▸ **Data**
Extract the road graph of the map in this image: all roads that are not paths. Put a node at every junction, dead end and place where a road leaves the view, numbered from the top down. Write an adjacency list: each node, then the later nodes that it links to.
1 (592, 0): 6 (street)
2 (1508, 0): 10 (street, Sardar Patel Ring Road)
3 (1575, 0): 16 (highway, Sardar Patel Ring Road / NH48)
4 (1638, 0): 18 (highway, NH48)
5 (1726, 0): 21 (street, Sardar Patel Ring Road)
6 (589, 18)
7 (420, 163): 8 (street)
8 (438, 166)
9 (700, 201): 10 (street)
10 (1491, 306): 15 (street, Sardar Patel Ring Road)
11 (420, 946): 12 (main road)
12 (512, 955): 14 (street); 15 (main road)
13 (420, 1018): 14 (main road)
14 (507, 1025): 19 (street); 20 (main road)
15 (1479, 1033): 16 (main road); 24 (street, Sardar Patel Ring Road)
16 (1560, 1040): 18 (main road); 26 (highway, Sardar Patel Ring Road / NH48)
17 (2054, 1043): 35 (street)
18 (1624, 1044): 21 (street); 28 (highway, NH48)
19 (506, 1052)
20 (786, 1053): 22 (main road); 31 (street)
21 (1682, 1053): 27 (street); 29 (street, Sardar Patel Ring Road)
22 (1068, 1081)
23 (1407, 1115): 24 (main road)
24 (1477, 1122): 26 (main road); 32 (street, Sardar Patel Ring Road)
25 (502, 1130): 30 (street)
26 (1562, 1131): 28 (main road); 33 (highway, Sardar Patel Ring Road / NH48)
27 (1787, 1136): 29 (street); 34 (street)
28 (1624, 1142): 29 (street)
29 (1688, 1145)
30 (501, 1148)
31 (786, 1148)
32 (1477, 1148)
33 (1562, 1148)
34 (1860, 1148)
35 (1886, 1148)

▸ **What you will do**
Write the data out again in full. Match it word for word.

▸ **Completed exercise**
Extract the road graph of the map in this image: all roads that are not paths. Put a node at every junction, dead end and place where a road leaves the view, numbered from the top down. Write an adjacency list: each node, then the later nodes that it links to.
1 (592, 0): 6 (street)
2 (1508, 0): 10 (street, Sardar Patel Ring Road)
3 (1575, 0): 16 (highway, Sardar Patel Ring Road / NH48)
4 (1638, 0): 18 (highway, NH48)
5 (1726, 0): 21 (street, Sardar Patel Ring Road)
6 (589, 18)
7 (420, 163): 8 (street)
8 (438, 166)
9 (700, 201): 10 (street)
10 (1491, 306): 15 (street, Sardar Patel Ring Road)
11 (420, 946): 12 (main road)
12 (512, 955): 14 (street); 15 (main road)
13 (420, 1018): 14 (main road)
14 (507, 1025): 19 (street); 20 (main road)
15 (1479, 1033): 16 (main road); 24 (street, Sardar Patel Ring Road)
16 (1560, 1040): 18 (main road); 26 (highway, Sardar Patel Ring Road / NH48)
17 (2054, 1043): 35 (street)
18 (1624, 1044): 21 (street); 28 (highway, NH48)
19 (506, 1052)
20 (786, 1053): 22 (main road); 31 (street)
21 (1682, 1053): 27 (street); 29 (street, Sardar Patel Ring Road)
22 (1068, 1081)
23 (1407, 1115): 24 (main road)
24 (1477, 1122): 26 (main road); 32 (street, Sardar Patel Ring Road)
25 (502, 1130): 30 (street)
26 (1562, 1131): 28 (main road); 33 (highway, Sardar Patel Ring Road / NH48)
27 (1787, 1136): 29 (street); 34 (street)
28 (1624, 1142): 29 (street)
29 (1688, 1145)
30 (501, 1148)
31 (786, 1148)
32 (1477, 1148)
33 (1562, 1148)
34 (1860, 1148)
35 (1886, 1148)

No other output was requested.